SUPPLIED DATA Start Marker

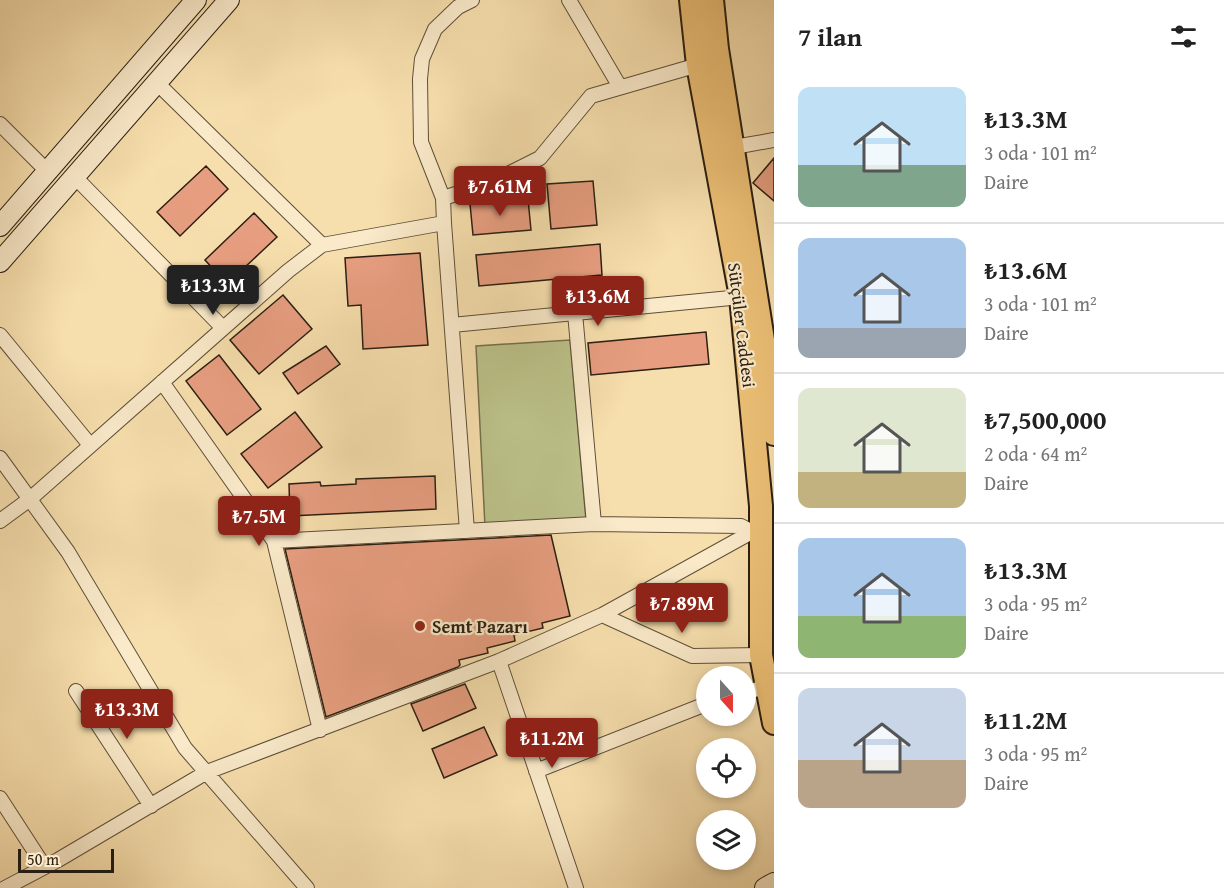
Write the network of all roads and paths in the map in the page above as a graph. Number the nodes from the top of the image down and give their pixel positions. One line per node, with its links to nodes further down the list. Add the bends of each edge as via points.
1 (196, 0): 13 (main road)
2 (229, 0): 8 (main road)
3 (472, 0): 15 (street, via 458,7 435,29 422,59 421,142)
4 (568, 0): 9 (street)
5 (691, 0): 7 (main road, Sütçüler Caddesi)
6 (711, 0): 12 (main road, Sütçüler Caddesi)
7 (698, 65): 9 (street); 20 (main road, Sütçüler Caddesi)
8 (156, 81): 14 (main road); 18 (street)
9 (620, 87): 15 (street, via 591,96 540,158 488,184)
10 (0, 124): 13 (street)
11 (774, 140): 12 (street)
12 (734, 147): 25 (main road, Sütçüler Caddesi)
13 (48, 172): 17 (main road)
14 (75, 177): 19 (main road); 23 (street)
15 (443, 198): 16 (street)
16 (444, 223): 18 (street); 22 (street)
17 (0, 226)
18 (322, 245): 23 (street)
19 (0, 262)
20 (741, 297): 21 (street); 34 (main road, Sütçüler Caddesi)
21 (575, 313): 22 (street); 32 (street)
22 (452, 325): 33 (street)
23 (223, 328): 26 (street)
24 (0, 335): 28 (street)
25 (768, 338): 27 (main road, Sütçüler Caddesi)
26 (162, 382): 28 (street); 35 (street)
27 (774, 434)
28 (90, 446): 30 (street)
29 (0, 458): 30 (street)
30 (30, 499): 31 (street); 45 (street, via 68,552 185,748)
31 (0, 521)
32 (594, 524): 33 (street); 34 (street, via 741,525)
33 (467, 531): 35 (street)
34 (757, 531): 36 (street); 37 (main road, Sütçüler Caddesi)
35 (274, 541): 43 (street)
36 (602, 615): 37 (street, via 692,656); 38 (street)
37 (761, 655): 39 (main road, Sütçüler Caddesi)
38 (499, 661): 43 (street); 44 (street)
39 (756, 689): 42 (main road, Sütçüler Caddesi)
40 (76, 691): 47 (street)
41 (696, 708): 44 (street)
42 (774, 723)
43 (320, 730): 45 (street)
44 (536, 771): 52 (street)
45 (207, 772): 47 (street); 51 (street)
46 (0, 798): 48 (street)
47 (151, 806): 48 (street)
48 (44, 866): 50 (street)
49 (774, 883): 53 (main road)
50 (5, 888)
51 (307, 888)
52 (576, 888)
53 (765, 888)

SUPPLIED DATA End Marker

Pull every line with the string "Sütçüler" out of the material.

### YOUR SOLUTION
5 (691, 0): 7 (main road, Sütçüler Caddesi)
6 (711, 0): 12 (main road, Sütçüler Caddesi)
7 (698, 65): 9 (street); 20 (main road, Sütçüler Caddesi)
12 (734, 147): 25 (main road, Sütçüler Caddesi)
20 (741, 297): 21 (street); 34 (main road, Sütçüler Caddesi)
25 (768, 338): 27 (main road, Sütçüler Caddesi)
34 (757, 531): 36 (street); 37 (main road, Sütçüler Caddesi)
37 (761, 655): 39 (main road, Sütçüler Caddesi)
39 (756, 689): 42 (main road, Sütçüler Caddesi)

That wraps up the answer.